Raw data
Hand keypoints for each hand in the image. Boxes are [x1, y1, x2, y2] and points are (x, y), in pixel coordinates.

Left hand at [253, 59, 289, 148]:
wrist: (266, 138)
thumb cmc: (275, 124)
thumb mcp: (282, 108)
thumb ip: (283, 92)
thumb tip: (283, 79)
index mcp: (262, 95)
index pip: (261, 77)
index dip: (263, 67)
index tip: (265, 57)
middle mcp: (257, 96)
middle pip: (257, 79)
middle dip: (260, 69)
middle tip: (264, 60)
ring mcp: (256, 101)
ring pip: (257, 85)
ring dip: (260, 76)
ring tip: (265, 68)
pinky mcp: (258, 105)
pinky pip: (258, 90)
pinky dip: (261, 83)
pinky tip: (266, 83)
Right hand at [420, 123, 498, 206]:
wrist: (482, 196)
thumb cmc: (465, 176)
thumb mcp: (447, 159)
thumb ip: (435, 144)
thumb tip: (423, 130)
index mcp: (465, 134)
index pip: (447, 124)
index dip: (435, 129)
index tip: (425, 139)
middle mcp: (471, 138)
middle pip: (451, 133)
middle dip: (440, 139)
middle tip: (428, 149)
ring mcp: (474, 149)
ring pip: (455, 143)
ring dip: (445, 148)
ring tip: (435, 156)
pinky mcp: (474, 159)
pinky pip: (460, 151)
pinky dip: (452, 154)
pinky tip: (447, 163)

==

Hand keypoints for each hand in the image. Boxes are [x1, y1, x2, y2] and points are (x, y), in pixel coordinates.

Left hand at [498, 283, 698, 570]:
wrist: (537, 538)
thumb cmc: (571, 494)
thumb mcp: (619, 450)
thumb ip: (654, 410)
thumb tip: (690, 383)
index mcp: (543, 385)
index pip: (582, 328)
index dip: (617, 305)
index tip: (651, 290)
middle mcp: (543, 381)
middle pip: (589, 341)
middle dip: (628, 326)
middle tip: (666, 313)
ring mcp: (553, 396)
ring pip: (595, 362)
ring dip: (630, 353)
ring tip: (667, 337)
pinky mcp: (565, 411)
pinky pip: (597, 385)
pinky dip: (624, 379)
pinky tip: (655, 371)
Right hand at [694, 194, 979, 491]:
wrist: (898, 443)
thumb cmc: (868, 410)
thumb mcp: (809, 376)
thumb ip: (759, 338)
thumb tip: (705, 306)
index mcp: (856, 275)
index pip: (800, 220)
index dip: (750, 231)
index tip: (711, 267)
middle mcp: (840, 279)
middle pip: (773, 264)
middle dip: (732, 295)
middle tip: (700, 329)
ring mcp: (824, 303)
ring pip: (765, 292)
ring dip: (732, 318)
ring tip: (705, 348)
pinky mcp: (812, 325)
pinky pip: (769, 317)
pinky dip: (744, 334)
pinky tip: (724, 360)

---

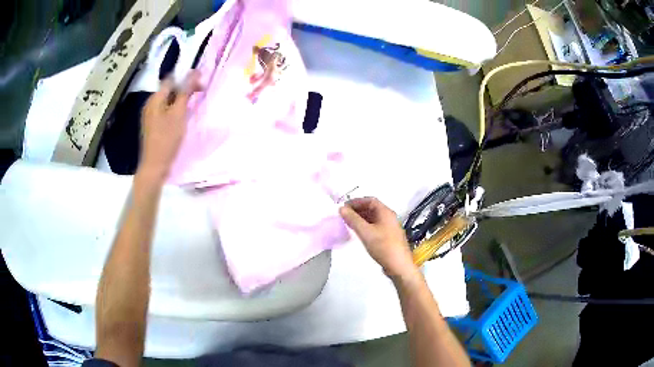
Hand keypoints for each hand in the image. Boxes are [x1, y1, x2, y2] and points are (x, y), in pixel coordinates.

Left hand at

Goal of the exercise
Nothing should appear in the answer except the lines above from the line with "wrist: (537, 538)" through the line with "pinky tip: (724, 360)", both included, written out exactly.

Completed task
wrist: (537, 538)
thumb cmc: (571, 494)
thumb mcp: (619, 450)
thumb ip: (654, 410)
thumb tip: (690, 383)
index mcp: (543, 385)
index pip: (582, 328)
index dip: (617, 305)
index tip: (651, 290)
middle mcp: (543, 381)
middle pip: (589, 341)
middle dip: (628, 326)
middle tip: (666, 313)
ring mcp: (553, 396)
ring pip: (595, 362)
ring dip: (630, 353)
ring tip: (667, 337)
pinky mcp: (565, 411)
pinky pip: (597, 385)
pinky dip: (624, 379)
pinky tip: (655, 371)
Right hand at [694, 194, 979, 491]:
wrist: (898, 443)
thumb cmc: (868, 410)
thumb mcp: (809, 376)
thumb ip: (759, 338)
thumb tip: (705, 306)
index mcp: (856, 275)
index pip: (800, 220)
index dip: (750, 231)
index tip: (711, 267)
middle mcp: (840, 279)
middle pip: (773, 264)
middle dip: (732, 295)
middle tip: (700, 329)
ring mcp: (824, 303)
ring pip: (765, 292)
ring dip: (732, 318)
ring tip: (705, 348)
pinky mcp: (812, 325)
pinky pip: (769, 317)
pinky dip: (744, 334)
pinky tip: (724, 360)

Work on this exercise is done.